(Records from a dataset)
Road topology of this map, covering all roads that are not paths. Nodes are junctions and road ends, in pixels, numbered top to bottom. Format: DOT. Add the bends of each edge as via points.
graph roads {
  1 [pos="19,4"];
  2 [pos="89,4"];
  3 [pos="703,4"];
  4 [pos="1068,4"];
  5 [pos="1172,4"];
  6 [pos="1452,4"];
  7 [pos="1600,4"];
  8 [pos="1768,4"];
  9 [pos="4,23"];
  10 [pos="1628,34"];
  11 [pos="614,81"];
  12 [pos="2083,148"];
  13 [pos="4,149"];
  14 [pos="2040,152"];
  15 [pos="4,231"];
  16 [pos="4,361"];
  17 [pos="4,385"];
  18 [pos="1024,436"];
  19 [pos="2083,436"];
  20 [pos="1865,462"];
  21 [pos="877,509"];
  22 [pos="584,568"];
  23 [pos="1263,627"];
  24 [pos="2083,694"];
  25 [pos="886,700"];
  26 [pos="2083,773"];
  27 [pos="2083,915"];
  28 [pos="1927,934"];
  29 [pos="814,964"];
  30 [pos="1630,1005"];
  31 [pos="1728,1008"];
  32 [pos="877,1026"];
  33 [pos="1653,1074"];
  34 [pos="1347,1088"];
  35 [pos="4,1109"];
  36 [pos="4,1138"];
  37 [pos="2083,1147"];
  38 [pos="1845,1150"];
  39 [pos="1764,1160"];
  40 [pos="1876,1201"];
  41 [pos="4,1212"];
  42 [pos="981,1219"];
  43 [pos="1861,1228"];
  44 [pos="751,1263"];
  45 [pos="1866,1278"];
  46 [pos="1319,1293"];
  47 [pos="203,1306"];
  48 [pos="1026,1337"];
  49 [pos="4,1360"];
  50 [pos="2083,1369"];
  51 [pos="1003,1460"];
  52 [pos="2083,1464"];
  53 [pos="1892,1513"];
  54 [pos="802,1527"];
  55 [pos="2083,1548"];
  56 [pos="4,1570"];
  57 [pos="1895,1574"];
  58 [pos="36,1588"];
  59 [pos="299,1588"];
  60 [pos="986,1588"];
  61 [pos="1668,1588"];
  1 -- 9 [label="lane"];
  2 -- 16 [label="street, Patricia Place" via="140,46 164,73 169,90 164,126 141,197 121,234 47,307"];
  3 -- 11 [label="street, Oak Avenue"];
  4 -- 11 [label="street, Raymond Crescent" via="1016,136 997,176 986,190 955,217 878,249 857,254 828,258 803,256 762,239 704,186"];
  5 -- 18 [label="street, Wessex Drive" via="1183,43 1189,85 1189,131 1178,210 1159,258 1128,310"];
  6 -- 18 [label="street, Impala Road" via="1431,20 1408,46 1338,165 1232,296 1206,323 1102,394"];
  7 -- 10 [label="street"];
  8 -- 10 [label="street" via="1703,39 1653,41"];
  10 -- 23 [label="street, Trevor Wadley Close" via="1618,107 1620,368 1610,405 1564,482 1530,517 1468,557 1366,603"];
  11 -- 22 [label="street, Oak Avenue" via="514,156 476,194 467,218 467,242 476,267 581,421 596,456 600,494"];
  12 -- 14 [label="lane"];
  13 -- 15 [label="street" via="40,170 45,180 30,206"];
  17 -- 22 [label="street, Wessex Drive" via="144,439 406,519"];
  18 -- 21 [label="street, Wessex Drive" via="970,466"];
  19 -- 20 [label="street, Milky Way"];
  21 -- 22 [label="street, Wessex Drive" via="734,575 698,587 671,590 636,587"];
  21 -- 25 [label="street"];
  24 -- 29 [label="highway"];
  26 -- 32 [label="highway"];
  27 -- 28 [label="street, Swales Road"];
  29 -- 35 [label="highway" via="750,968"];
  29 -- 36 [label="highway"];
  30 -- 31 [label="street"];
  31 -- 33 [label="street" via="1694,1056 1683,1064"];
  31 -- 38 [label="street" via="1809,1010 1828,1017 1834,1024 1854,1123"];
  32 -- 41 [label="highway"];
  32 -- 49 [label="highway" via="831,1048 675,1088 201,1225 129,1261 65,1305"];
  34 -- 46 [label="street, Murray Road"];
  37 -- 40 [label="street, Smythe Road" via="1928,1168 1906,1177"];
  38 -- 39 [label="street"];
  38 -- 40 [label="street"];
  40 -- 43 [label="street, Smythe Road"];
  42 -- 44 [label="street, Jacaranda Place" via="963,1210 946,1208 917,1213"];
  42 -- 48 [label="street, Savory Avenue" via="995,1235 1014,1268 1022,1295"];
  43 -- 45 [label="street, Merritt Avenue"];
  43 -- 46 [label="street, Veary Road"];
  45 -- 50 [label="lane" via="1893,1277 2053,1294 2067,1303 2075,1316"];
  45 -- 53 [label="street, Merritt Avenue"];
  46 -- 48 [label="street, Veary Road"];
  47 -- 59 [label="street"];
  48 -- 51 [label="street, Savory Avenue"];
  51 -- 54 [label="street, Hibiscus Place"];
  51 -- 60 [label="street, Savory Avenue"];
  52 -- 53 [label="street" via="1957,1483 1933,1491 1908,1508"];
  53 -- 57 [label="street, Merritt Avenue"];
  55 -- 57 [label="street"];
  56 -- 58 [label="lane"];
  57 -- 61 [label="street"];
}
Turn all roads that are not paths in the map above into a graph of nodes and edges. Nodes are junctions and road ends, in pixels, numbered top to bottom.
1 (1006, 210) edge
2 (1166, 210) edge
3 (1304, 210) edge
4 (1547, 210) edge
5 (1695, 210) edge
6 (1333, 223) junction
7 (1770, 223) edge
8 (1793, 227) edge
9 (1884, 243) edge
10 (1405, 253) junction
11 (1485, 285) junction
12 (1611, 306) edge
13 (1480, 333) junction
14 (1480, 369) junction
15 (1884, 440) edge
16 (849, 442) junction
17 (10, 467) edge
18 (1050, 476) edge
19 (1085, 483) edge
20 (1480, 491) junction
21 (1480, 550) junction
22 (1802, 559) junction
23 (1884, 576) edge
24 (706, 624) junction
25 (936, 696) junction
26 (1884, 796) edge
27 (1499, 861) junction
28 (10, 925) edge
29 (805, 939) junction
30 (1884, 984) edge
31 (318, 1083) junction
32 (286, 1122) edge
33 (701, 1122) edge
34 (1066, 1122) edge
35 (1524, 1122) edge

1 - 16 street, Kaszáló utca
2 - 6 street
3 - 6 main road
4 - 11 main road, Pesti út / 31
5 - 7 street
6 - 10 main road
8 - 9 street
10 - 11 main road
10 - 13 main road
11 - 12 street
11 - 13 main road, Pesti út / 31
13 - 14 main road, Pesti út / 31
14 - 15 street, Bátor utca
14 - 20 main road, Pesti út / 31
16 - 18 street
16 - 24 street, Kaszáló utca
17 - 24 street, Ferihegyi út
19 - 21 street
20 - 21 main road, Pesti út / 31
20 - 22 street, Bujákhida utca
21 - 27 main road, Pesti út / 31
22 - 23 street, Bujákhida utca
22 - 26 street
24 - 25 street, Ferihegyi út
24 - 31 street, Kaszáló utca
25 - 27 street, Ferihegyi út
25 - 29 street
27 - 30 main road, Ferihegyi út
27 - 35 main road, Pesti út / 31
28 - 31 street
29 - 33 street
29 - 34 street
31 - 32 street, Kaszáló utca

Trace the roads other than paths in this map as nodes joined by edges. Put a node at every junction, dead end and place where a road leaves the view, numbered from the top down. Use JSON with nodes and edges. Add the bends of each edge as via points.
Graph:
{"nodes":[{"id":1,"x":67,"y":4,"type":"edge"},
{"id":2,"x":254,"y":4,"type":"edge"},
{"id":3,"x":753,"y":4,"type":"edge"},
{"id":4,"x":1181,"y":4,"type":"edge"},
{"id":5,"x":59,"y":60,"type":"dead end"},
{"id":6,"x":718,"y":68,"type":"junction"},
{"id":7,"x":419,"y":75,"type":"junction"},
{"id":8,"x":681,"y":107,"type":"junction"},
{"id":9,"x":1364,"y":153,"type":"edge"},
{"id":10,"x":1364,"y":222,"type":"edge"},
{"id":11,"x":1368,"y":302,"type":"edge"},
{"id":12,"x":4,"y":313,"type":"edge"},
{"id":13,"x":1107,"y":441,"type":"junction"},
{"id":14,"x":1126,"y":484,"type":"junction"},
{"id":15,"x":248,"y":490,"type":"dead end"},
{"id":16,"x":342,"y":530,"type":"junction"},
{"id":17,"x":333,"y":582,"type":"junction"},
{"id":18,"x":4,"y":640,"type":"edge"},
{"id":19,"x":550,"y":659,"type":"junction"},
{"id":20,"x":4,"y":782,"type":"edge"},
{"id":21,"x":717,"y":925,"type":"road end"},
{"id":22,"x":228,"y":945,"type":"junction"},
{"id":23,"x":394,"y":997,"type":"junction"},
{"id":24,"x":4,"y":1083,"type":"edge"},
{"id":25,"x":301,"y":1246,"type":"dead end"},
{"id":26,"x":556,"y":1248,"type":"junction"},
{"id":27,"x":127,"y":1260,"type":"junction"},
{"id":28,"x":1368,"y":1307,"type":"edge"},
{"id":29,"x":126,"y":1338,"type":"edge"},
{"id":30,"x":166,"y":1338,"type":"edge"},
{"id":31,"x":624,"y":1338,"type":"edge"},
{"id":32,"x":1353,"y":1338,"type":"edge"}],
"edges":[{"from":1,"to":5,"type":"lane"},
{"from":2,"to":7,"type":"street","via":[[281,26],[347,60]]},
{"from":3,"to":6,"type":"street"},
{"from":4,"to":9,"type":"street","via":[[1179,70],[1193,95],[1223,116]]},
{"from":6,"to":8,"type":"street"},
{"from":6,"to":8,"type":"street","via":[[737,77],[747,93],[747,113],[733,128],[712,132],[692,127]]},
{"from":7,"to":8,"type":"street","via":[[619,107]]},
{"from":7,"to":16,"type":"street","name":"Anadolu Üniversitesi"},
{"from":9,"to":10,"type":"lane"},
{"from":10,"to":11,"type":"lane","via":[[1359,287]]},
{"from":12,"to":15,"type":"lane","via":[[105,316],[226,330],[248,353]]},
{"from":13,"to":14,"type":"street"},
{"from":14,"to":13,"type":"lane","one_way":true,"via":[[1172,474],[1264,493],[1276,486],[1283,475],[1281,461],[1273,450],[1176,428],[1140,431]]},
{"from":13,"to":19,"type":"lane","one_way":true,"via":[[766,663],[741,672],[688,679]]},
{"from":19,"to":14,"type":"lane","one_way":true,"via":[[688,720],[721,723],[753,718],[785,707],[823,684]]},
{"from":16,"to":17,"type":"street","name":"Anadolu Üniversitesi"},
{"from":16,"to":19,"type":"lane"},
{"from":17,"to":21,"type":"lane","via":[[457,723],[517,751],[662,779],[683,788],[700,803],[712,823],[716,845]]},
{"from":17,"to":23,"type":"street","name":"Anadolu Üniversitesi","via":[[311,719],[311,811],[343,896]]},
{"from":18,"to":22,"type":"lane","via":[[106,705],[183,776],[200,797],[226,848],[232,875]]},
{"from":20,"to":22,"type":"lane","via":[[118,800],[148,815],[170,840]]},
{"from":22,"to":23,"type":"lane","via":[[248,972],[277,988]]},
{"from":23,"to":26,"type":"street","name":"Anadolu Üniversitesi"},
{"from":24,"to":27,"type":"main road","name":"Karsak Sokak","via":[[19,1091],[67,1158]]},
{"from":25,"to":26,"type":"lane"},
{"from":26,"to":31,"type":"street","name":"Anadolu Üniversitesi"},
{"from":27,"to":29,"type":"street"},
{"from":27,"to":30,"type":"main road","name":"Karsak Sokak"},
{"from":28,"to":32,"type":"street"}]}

◆ WHAT TO WORK ON
Your answer should consist of each line of the data above in which the word "utca" occurs.

◆ FINAL ANSWER
1 - 16 street, Kaszáló utca
14 - 15 street, Bátor utca
16 - 24 street, Kaszáló utca
20 - 22 street, Bujákhida utca
22 - 23 street, Bujákhida utca
24 - 31 street, Kaszáló utca
31 - 32 street, Kaszáló utca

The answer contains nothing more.